* [Input for this task]
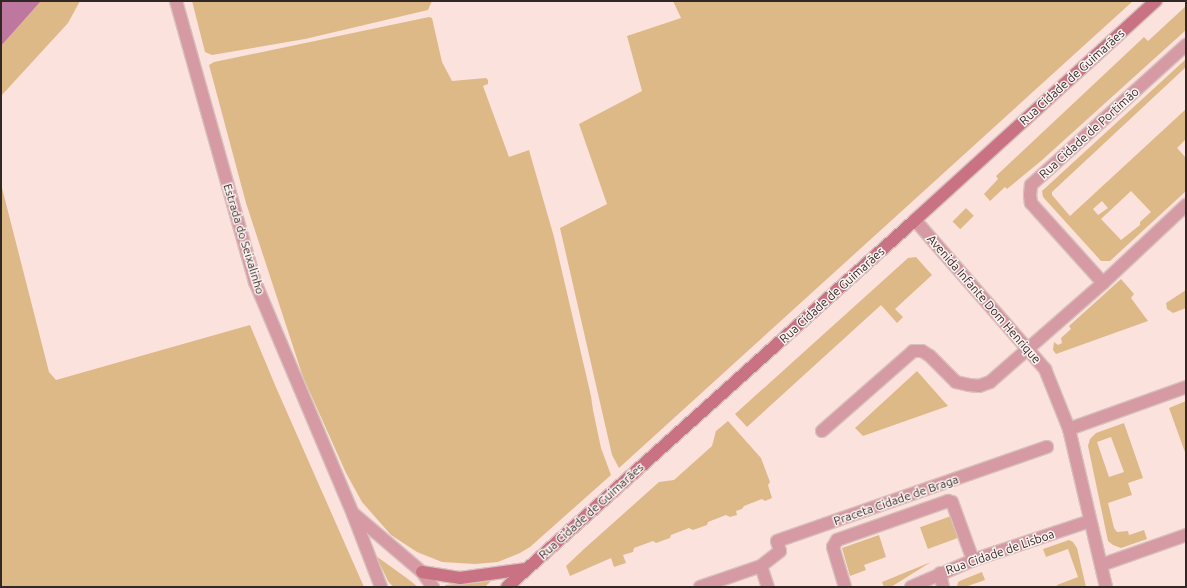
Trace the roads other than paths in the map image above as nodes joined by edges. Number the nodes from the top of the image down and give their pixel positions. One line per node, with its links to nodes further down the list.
1 (176, 1): 12 (street, Estrada do Seixalinho)
2 (1156, 1): 5 (main road, Rua Cidade de Guimarães)
3 (1186, 45): 6 (street, Rua Cidade de Portimão)
4 (1186, 205): 6 (street)
5 (915, 220): 7 (street, Avenida Infante Dom Henrique); 18 (main road, Rua Cidade de Guimarães)
6 (1103, 283): 7 (street)
7 (1029, 349): 9 (street, Avenida Infante Dom Henrique); 10 (street)
8 (1186, 387): 9 (street)
9 (1069, 429): 13 (street, Avenida Infante Dom Henrique)
10 (822, 431)
11 (1047, 447): 17 (street, Praceta Cidade de Braga)
12 (353, 514): 19 (street); 21 (street, Estrada do Seixalinho)
13 (1090, 521): 15 (street, Rua Cidade de Lisboa); 16 (street, Avenida Infante Dom Henrique)
14 (1186, 535): 16 (street)
15 (973, 560): 20 (street, Rua Cidade de Lisboa); 26 (street, Praceta Cidade de Braga)
16 (1101, 564): 29 (street, Avenida Infante Dom Henrique)
17 (762, 566): 24 (street); 25 (street)
18 (526, 569): 19 (main road); 23 (main road, Rua Cidade de Guimarães)
19 (422, 572): 22 (street)
20 (940, 573): 27 (street, Rua Cidade de Lisboa); 28 (street)
21 (381, 587)
22 (433, 587)
23 (506, 587)
24 (700, 587)
25 (768, 587)
26 (845, 587)
27 (911, 587)
28 (943, 587)
29 (1106, 587)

* [Problem statement]
Repeat the records above exactly. Pictures do not belong in the copy.

* [Task result]
Trace the roads other than paths in the map image above as nodes joined by edges. Number the nodes from the top of the image down and give their pixel positions. One line per node, with its links to nodes further down the list.
1 (176, 1): 12 (street, Estrada do Seixalinho)
2 (1156, 1): 5 (main road, Rua Cidade de Guimarães)
3 (1186, 45): 6 (street, Rua Cidade de Portimão)
4 (1186, 205): 6 (street)
5 (915, 220): 7 (street, Avenida Infante Dom Henrique); 18 (main road, Rua Cidade de Guimarães)
6 (1103, 283): 7 (street)
7 (1029, 349): 9 (street, Avenida Infante Dom Henrique); 10 (street)
8 (1186, 387): 9 (street)
9 (1069, 429): 13 (street, Avenida Infante Dom Henrique)
10 (822, 431)
11 (1047, 447): 17 (street, Praceta Cidade de Braga)
12 (353, 514): 19 (street); 21 (street, Estrada do Seixalinho)
13 (1090, 521): 15 (street, Rua Cidade de Lisboa); 16 (street, Avenida Infante Dom Henrique)
14 (1186, 535): 16 (street)
15 (973, 560): 20 (street, Rua Cidade de Lisboa); 26 (street, Praceta Cidade de Braga)
16 (1101, 564): 29 (street, Avenida Infante Dom Henrique)
17 (762, 566): 24 (street); 25 (street)
18 (526, 569): 19 (main road); 23 (main road, Rua Cidade de Guimarães)
19 (422, 572): 22 (street)
20 (940, 573): 27 (street, Rua Cidade de Lisboa); 28 (street)
21 (381, 587)
22 (433, 587)
23 (506, 587)
24 (700, 587)
25 (768, 587)
26 (845, 587)
27 (911, 587)
28 (943, 587)
29 (1106, 587)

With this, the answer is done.